Find all the lines in the entries below that hold the word "graph" and copy them.

[Stored items]
==================================================
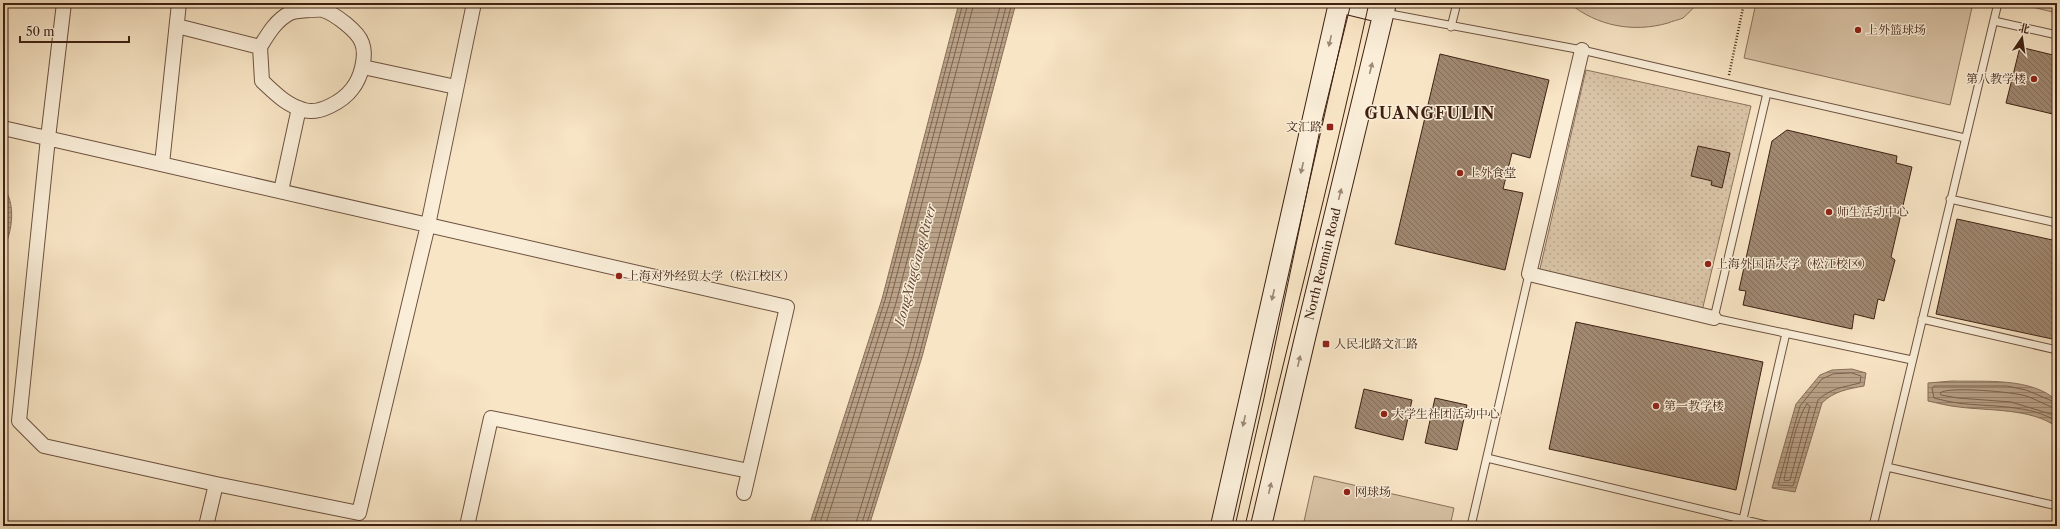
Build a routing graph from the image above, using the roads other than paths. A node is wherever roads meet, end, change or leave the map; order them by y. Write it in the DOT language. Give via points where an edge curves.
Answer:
graph roads {
  1 [pos="64,3"];
  2 [pos="179,3"];
  3 [pos="474,3"];
  4 [pos="1339,3"];
  5 [pos="1343,3"];
  6 [pos="1457,3"];
  7 [pos="1998,3"];
  8 [pos="323,6"];
  9 [pos="1385,8"];
  10 [pos="1994,20"];
  11 [pos="177,26"];
  12 [pos="1451,27"];
  13 [pos="2057,35"];
  14 [pos="260,47"];
  15 [pos="1582,50"];
  16 [pos="364,67"];
  17 [pos="456,87"];
  18 [pos="1767,93"];
  19 [pos="299,108"];
  20 [pos="3,128"];
  21 [pos="48,138"];
  22 [pos="1965,138"];
  23 [pos="162,164"];
  24 [pos="281,191"];
  25 [pos="1950,199"];
  26 [pos="2057,223"];
  27 [pos="428,225"];
  28 [pos="1529,274"];
  29 [pos="1714,318"];
  30 [pos="1922,318"];
  31 [pos="1786,333"];
  32 [pos="2057,350"];
  33 [pos="1912,360"];
  34 [pos="1487,458"];
  35 [pos="1887,467"];
  36 [pos="749,472"];
  37 [pos="216,484"];
  38 [pos="744,493"];
  39 [pos="2057,506"];
  40 [pos="1743,519"];
  41 [pos="206,526"];
  42 [pos="467,526"];
  43 [pos="1220,526"];
  44 [pos="1262,526"];
  45 [pos="1471,526"];
  46 [pos="1770,526"];
  47 [pos="1873,526"];
  1 -- 21 [label="street"];
  2 -- 11 [label="street"];
  3 -- 17 [label="street"];
  4 -- 43 [label="main road, one-way"];
  5 -- 9 [label="main road"];
  6 -- 12 [label="lane"];
  7 -- 10 [label="lane"];
  8 -- 14 [label="street" via="290,13 272,27"];
  8 -- 16 [label="street" via="347,24 362,43"];
  9 -- 12 [label="lane"];
  44 -- 9 [label="main road, North Renmin Road, one-way"];
  10 -- 13 [label="lane"];
  10 -- 22 [label="lane"];
  11 -- 14 [label="street"];
  11 -- 23 [label="street"];
  12 -- 15 [label="lane"];
  14 -- 19 [label="street" via="262,81 282,100"];
  15 -- 18 [label="lane"];
  15 -- 28 [label="street"];
  16 -- 17 [label="street"];
  16 -- 19 [label="street" via="352,89 334,104 316,110 305,111"];
  17 -- 27 [label="street"];
  18 -- 22 [label="lane"];
  18 -- 29 [label="lane"];
  19 -- 24 [label="street"];
  20 -- 21 [label="street"];
  21 -- 23 [label="street"];
  21 -- 37 [label="street" via="19,421 44,446"];
  22 -- 25 [label="lane"];
  23 -- 24 [label="street"];
  24 -- 27 [label="street"];
  25 -- 26 [label="lane"];
  25 -- 30 [label="lane"];
  27 -- 36 [label="street" via="787,307"];
  27 -- 37 [label="street" via="359,513"];
  28 -- 29 [label="street"];
  28 -- 34 [label="lane"];
  29 -- 31 [label="lane"];
  30 -- 32 [label="lane"];
  30 -- 33 [label="lane"];
  31 -- 33 [label="lane"];
  31 -- 40 [label="lane"];
  33 -- 35 [label="lane"];
  34 -- 40 [label="lane"];
  34 -- 45 [label="lane"];
  35 -- 39 [label="lane"];
  35 -- 47 [label="lane"];
  36 -- 38 [label="street"];
  36 -- 42 [label="street" via="492,418"];
  37 -- 41 [label="street"];
  40 -- 46 [label="lane"];
}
==================================================
Your response:
Build a routing graph from the image above, using the roads other than paths. A node is wherever roads meet, end, change or leave the map; order them by y. Write it in the DOT language. Give via points where an edge curves.
graph roads {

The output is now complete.